Michelle Donelan to cover minister's FE role

MP will cover DfE minister Kemi Badenoch’s maternity leave, including supporting Gavin Williamson on further education

Michelle Donelan MP will provide maternity cover for minister Kemi Badenoch, taking on her FE duties

Michelle Donelan has been announced as maternity cover for pregnant education minister Kemi Badenoch – and is expected to take on her remit for supporting Gavin Williamson on further education.

In the recent reshuffle, it emerged that there would be no dedicated skills minister, with education secretary Mr Williamson personally taking on the FE brief, with support from Ms Badenoch.

However, Ms Badenoch is going on maternity leave shortly. Today the Department for Education confirmed that Ms Donelan, the MP for Chippenham in Wiltshire since 2015, will assume the role of parliamentary under-secretary of state in Ms Badenoch's absence.

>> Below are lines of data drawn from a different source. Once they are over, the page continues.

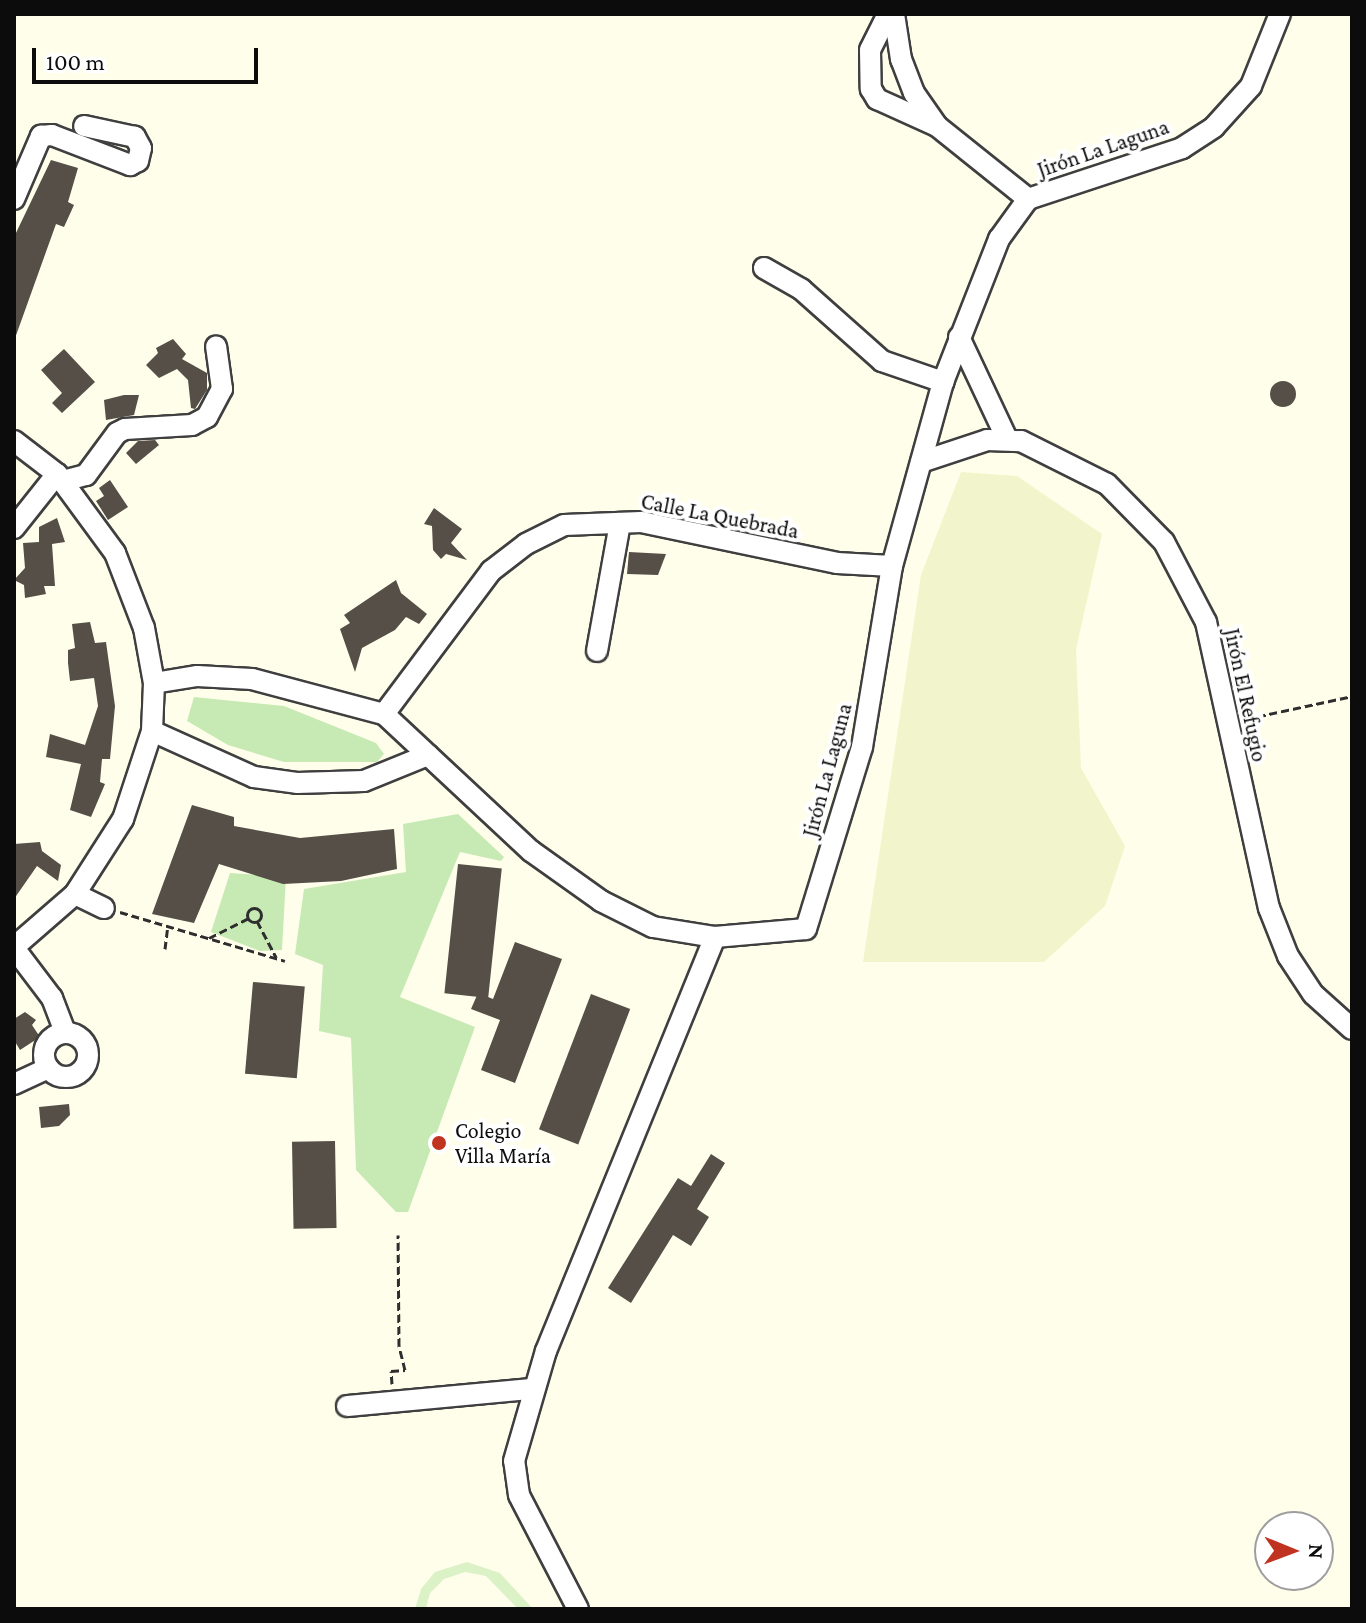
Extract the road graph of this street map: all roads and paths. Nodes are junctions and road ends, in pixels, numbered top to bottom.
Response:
1 (891, 14) edge
2 (1280, 14) edge
3 (84, 126) dead end
4 (937, 126) junction
5 (14, 199) edge
6 (1028, 199) junction
7 (764, 268) dead end
8 (959, 337) junction
9 (216, 346) dead end
10 (943, 382) junction
11 (1006, 437) junction
12 (14, 441) edge
13 (921, 462) junction
14 (60, 478) junction
15 (620, 523) junction
16 (14, 528) edge
17 (892, 566) junction
18 (597, 651) dead end
19 (154, 683) junction
20 (1352, 696) edge
21 (384, 714) junction
22 (1226, 723) junction
23 (152, 731) junction
24 (428, 755) junction
25 (75, 894) junction
26 (109, 909) joint
27 (249, 918) junction
28 (257, 921) junction
29 (168, 926) junction
30 (715, 937) junction
31 (209, 938) junction
32 (14, 947) edge
33 (165, 949) dead end
34 (276, 958) junction
35 (285, 961) dead end
36 (1352, 1029) edge
37 (65, 1032) junction
38 (48, 1068) junction
39 (14, 1084) edge
40 (398, 1235) dead end
41 (532, 1389) junction
42 (393, 1402) junction
43 (347, 1406) dead end
44 (578, 1609) edge

1 - 4 street
1 - 4 street
2 - 6 street, Jirón La Laguna
3 - 5 street
4 - 6 street
6 - 8 street, Jirón La Laguna
7 - 10 street
8 - 10 street, Jirón La Laguna
8 - 11 street
9 - 14 street
10 - 13 street, Jirón La Laguna
11 - 13 street
11 - 22 street, Jirón El Refugio
12 - 14 street
13 - 17 street, Jirón La Laguna
14 - 16 street
14 - 19 street
15 - 17 street, Calle La Quebrada
15 - 18 street
15 - 21 street, Calle La Quebrada
17 - 30 street, Jirón La Laguna
19 - 21 street, Jirón La Laguna
19 - 23 street
20 - 22 path
21 - 24 street, Jirón La Laguna
22 - 36 street, Jirón El Refugio
23 - 24 street
23 - 25 street
24 - 30 street, Jirón La Laguna
25 - 26 street
25 - 32 street
26 - 29 path
27 - 28 path
27 - 28 path
27 - 31 path
28 - 34 path
29 - 31 path
29 - 33 path
30 - 41 street
31 - 34 path
32 - 37 street
34 - 35 path
37 - 38 street
37 - 38 street
38 - 39 street
40 - 42 path
41 - 42 street
41 - 44 street
42 - 43 street

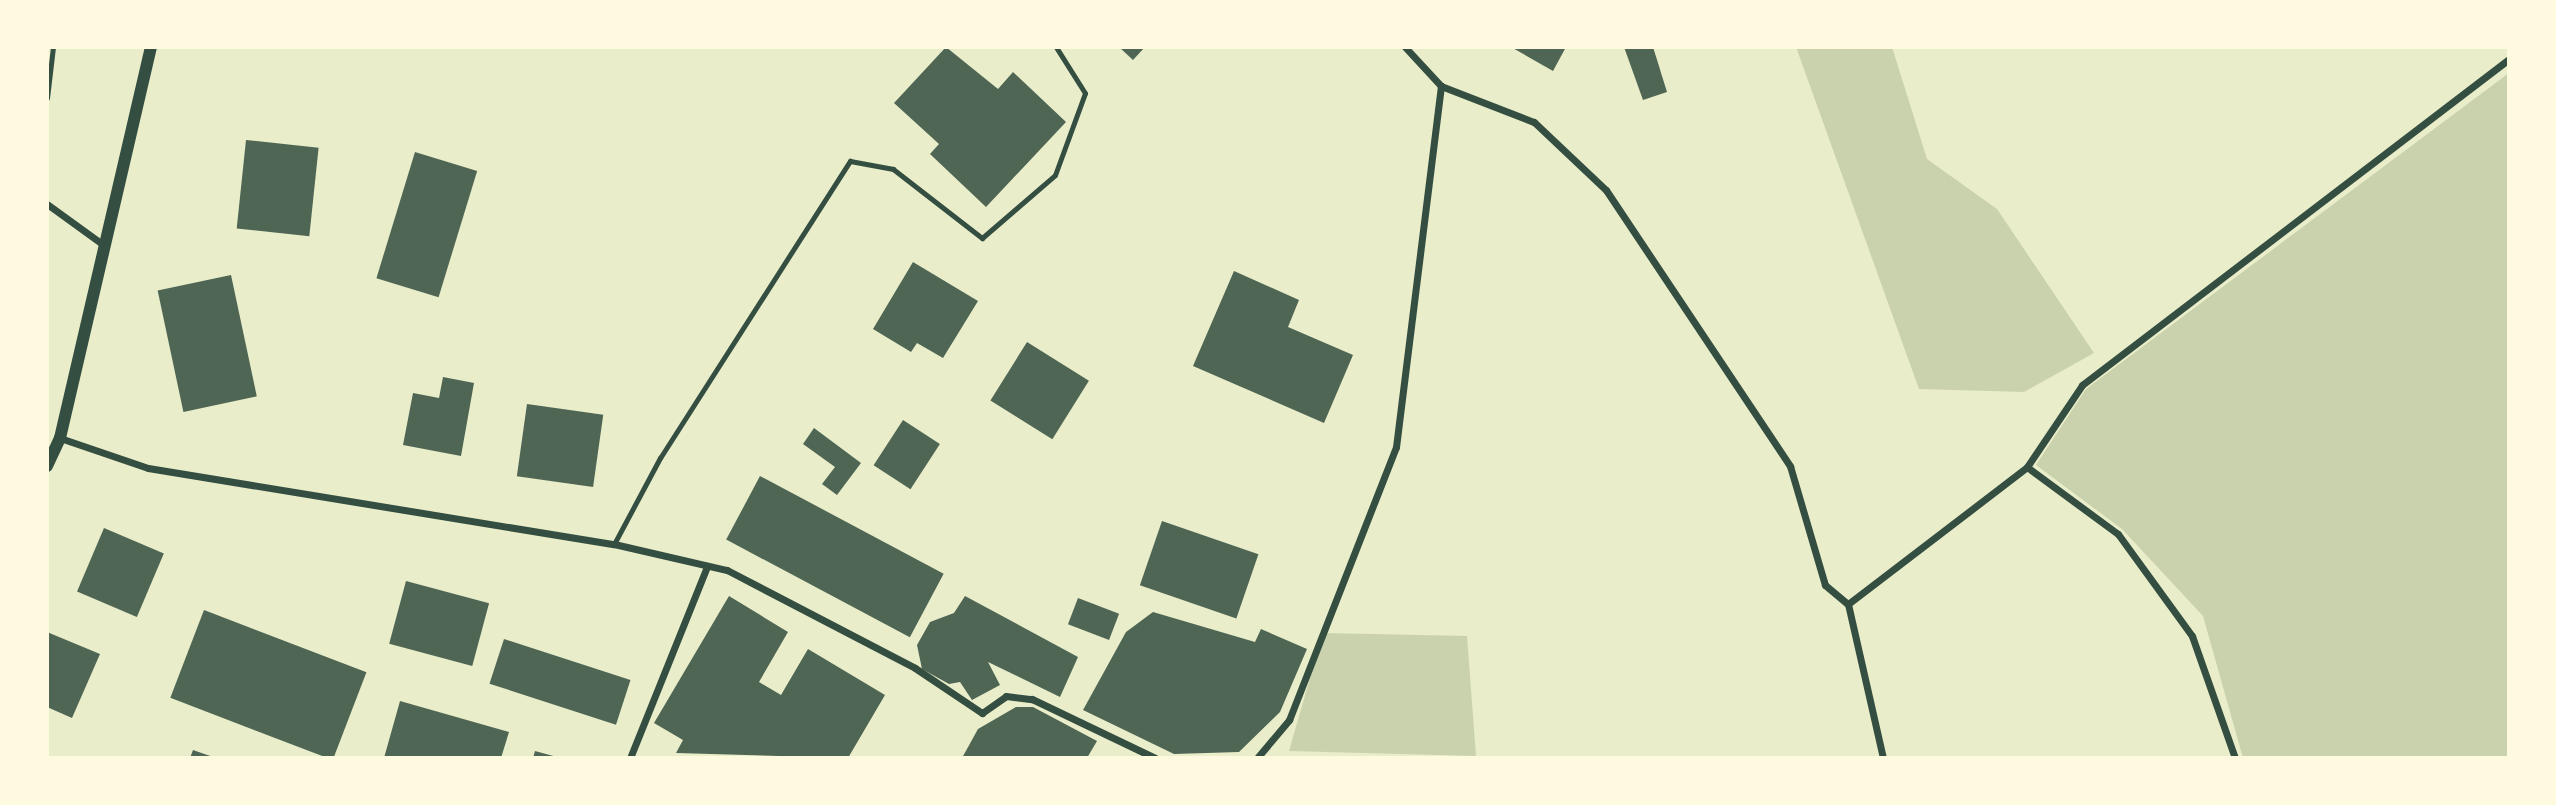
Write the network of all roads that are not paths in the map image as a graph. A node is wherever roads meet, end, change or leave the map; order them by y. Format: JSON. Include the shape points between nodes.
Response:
{"nodes":[{"id":1,"x":53,"y":47,"type":"edge"},
{"id":2,"x":151,"y":47,"type":"edge"},
{"id":3,"x":1056,"y":47,"type":"edge"},
{"id":4,"x":1405,"y":47,"type":"edge"},
{"id":5,"x":2509,"y":59,"type":"edge"},
{"id":6,"x":1441,"y":86,"type":"junction"},
{"id":7,"x":47,"y":98,"type":"edge"},
{"id":8,"x":47,"y":204,"type":"edge"},
{"id":9,"x":105,"y":246,"type":"junction"},
{"id":10,"x":60,"y":438,"type":"junction"},
{"id":11,"x":47,"y":466,"type":"edge"},
{"id":12,"x":2027,"y":467,"type":"junction"},
{"id":13,"x":614,"y":544,"type":"junction"},
{"id":14,"x":707,"y":566,"type":"junction"},
{"id":15,"x":1848,"y":604,"type":"junction"},
{"id":16,"x":630,"y":758,"type":"edge"},
{"id":17,"x":1155,"y":758,"type":"edge"},
{"id":18,"x":1257,"y":758,"type":"edge"},
{"id":19,"x":1884,"y":758,"type":"edge"},
{"id":20,"x":2235,"y":758,"type":"edge"}],
"edges":[{"from":1,"to":7,"type":"lane"},
{"from":2,"to":9,"type":"street"},
{"from":3,"to":13,"type":"lane","via":[[1085,93],[1055,174],[982,238],[893,170],[850,161],[660,457]]},
{"from":4,"to":6,"type":"street"},
{"from":5,"to":12,"type":"street","via":[[2081,385]]},
{"from":6,"to":15,"type":"street","via":[[1534,122],[1606,190],[1790,466],[1825,585]]},
{"from":6,"to":18,"type":"street","via":[[1396,447],[1289,720]]},
{"from":8,"to":9,"type":"street"},
{"from":9,"to":10,"type":"street"},
{"from":10,"to":11,"type":"street"},
{"from":10,"to":13,"type":"street","via":[[148,468]]},
{"from":12,"to":15,"type":"street"},
{"from":12,"to":20,"type":"street","via":[[2118,534],[2192,636]]},
{"from":13,"to":14,"type":"street"},
{"from":14,"to":16,"type":"street"},
{"from":14,"to":17,"type":"street","via":[[915,668],[982,713],[1006,696],[1032,699]]},
{"from":15,"to":19,"type":"street"}]}
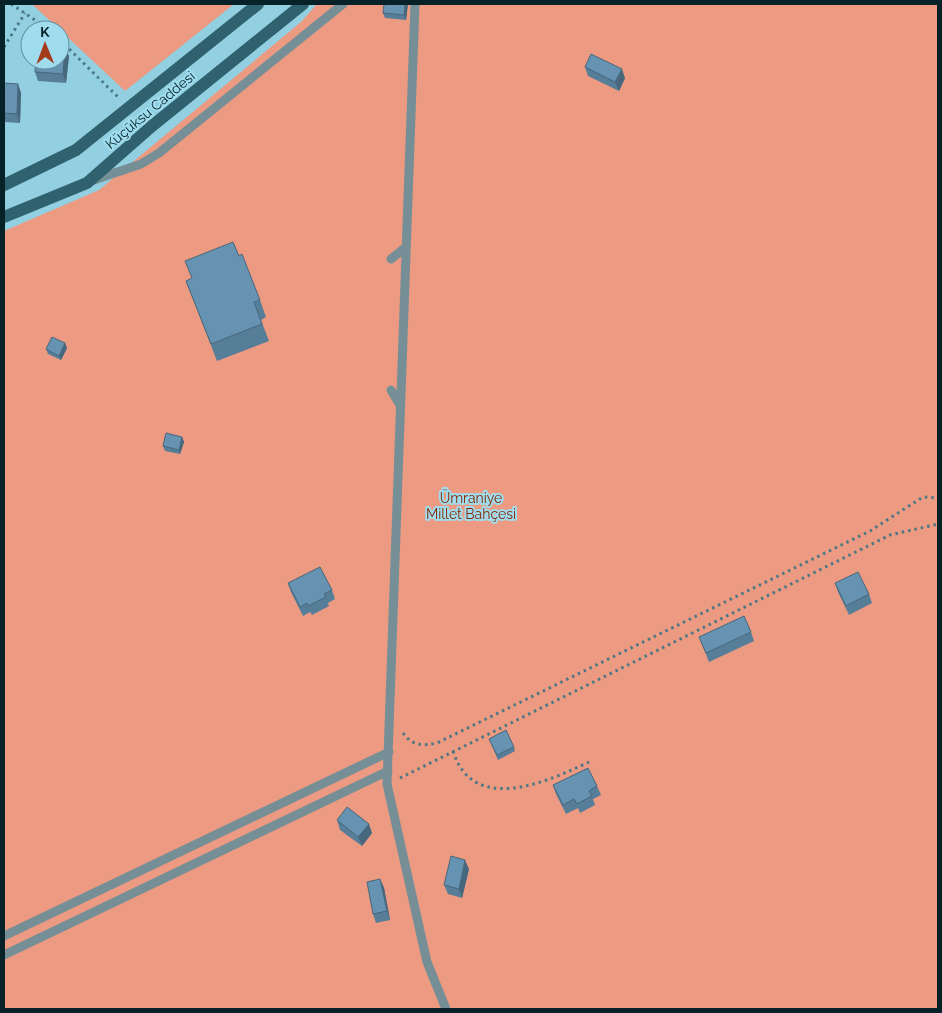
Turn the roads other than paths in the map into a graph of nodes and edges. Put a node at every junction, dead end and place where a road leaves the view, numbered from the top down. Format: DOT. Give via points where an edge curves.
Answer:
graph roads {
  1 [pos="258,4"];
  2 [pos="303,4"];
  3 [pos="343,4"];
  4 [pos="415,4"];
  5 [pos="87,183"];
  6 [pos="4,185"];
  7 [pos="4,217"];
  8 [pos="406,247"];
  9 [pos="391,258"];
  10 [pos="391,390"];
  11 [pos="401,406"];
  12 [pos="389,752"];
  13 [pos="392,772"];
  14 [pos="4,936"];
  15 [pos="4,955"];
  16 [pos="446,1009"];
  1 -- 6 [label="main road, Küçüksu Caddesi" via="76,150"];
  2 -- 5 [label="main road, Küçüksu Caddesi"];
  3 -- 5 [label="lane" via="159,153 141,164"];
  4 -- 8 [label="lane"];
  5 -- 7 [label="main road, Küçüksu Caddesi"];
  8 -- 9 [label="lane"];
  8 -- 11 [label="lane"];
  10 -- 11 [label="lane"];
  11 -- 12 [label="lane"];
  12 -- 13 [label="lane"];
  12 -- 14 [label="lane"];
  13 -- 15 [label="lane"];
  13 -- 16 [label="lane" via="387,784 427,962"];
}
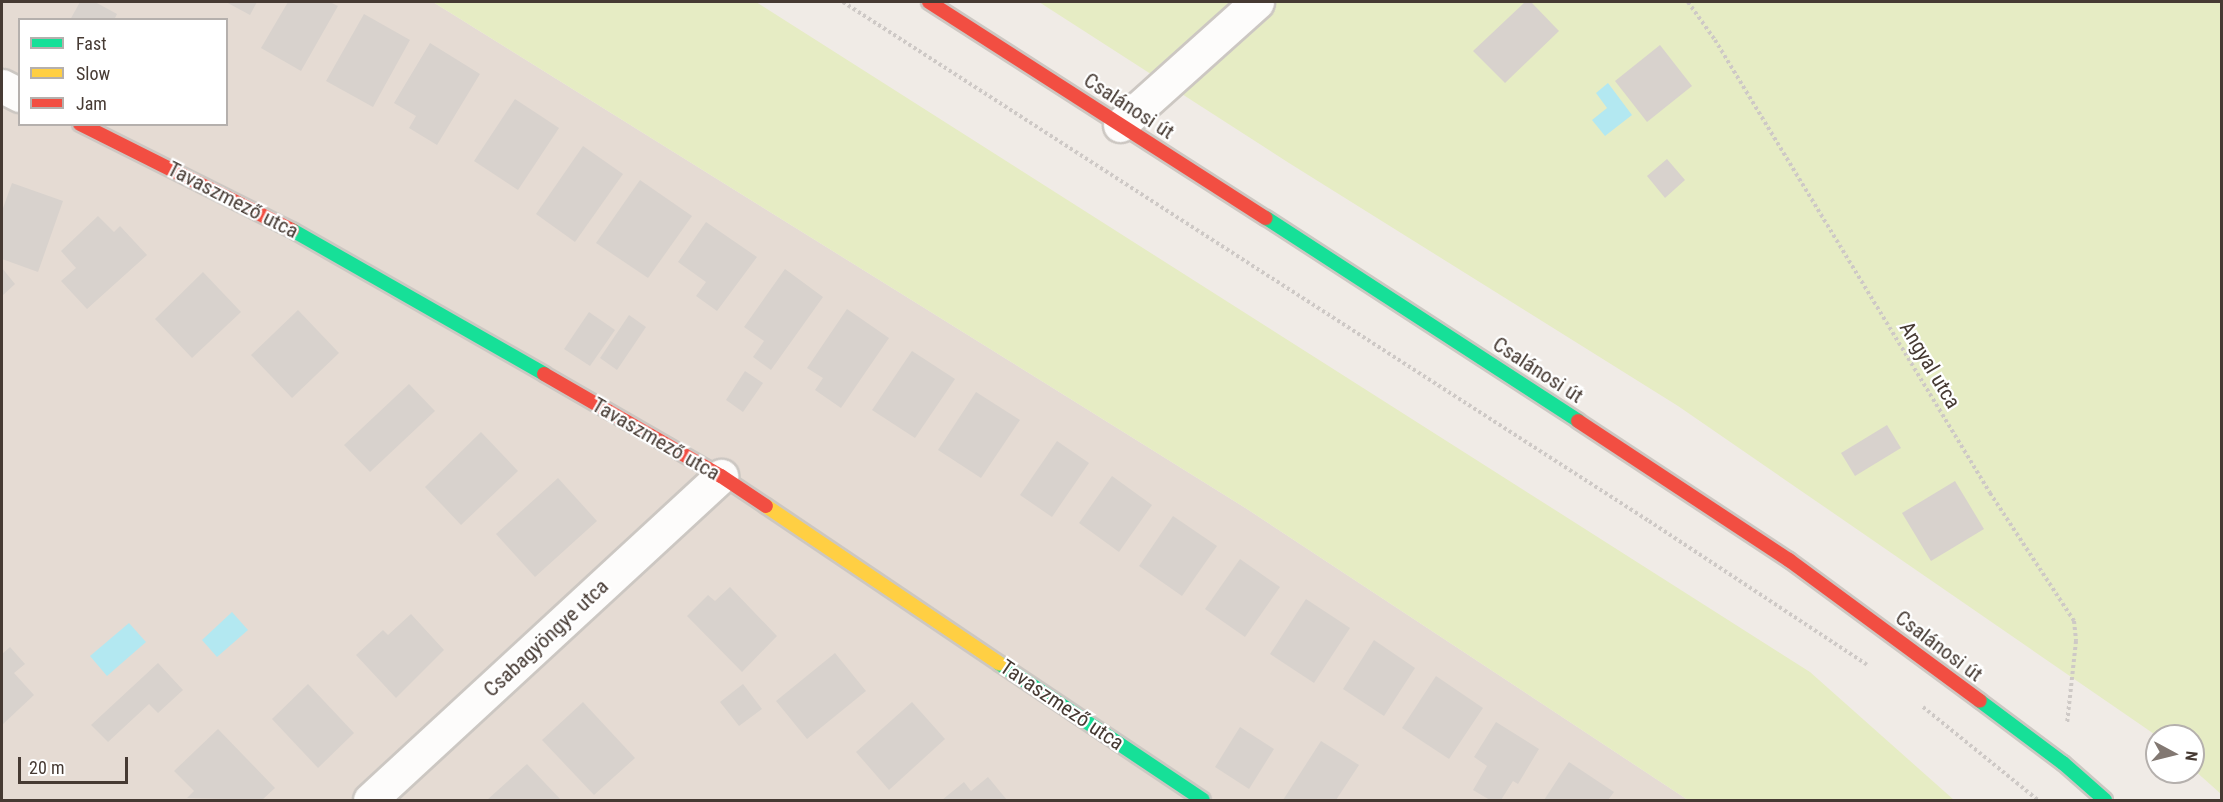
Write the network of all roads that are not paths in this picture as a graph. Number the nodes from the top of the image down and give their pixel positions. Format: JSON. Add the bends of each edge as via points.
{"nodes":[{"id":1,"x":929,"y":2,"type":"edge"},
{"id":2,"x":1257,"y":2,"type":"edge"},
{"id":3,"x":2,"y":86,"type":"edge"},
{"id":4,"x":18,"y":94,"type":"edge"},
{"id":5,"x":1120,"y":125,"type":"junction"},
{"id":6,"x":84,"y":126,"type":"edge"},
{"id":7,"x":721,"y":476,"type":"junction"},
{"id":8,"x":370,"y":801,"type":"edge"},
{"id":9,"x":1203,"y":801,"type":"edge"},
{"id":10,"x":2105,"y":801,"type":"edge"}],
"edges":[{"from":1,"to":5,"type":"street","name":"Csalánosi út"},
{"from":2,"to":5,"type":"street"},
{"from":3,"to":4,"type":"street"},
{"from":5,"to":10,"type":"street","name":"Csalánosi út","via":[[1789,560],[2063,763]]},
{"from":6,"to":7,"type":"street","name":"Tavaszmező utca","via":[[286,226]]},
{"from":7,"to":8,"type":"street","name":"Csabagyöngye utca"},
{"from":7,"to":9,"type":"street","name":"Tavaszmező utca"}]}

News: Williamson to personally take on skills remit

Background:  Kemi Badenoch: Six facts about new children’s minister

Opinion: Gavin Williamson will lead on FE - but is it good news?


'Shifting stereotypes' in education

Ms Donelan has previously sat on the Commons Education Select Committee (from July 2015 to May 2017, and from September 2017 to October 2018), as well as on the Education, Skills and the Economy Sub-committee from November 2015 to May 2017. She has also served as an assistant whip since July 2018. 

In a post on her website from 2017, Ms Donelan said that she had managed to visit every school in her constituency within the first two years of her term in Parliament, but there was no mention of further education colleges. 

Ms Donelan previously described the skills gap in her constituency as a "ticking time bomb", and organised the Wiltshire Festival of Engineering in a bid to challenge gender stereotypes. 

In a debate on education in 2015, she said: "We also need to recognise the true utility of vocational courses. We need to stop pushing students towards the traditional academic routes, we need to start treating children as individuals rather than mass statistics, and we need to work to shift the stereotypes that are attached to jobs and courses.”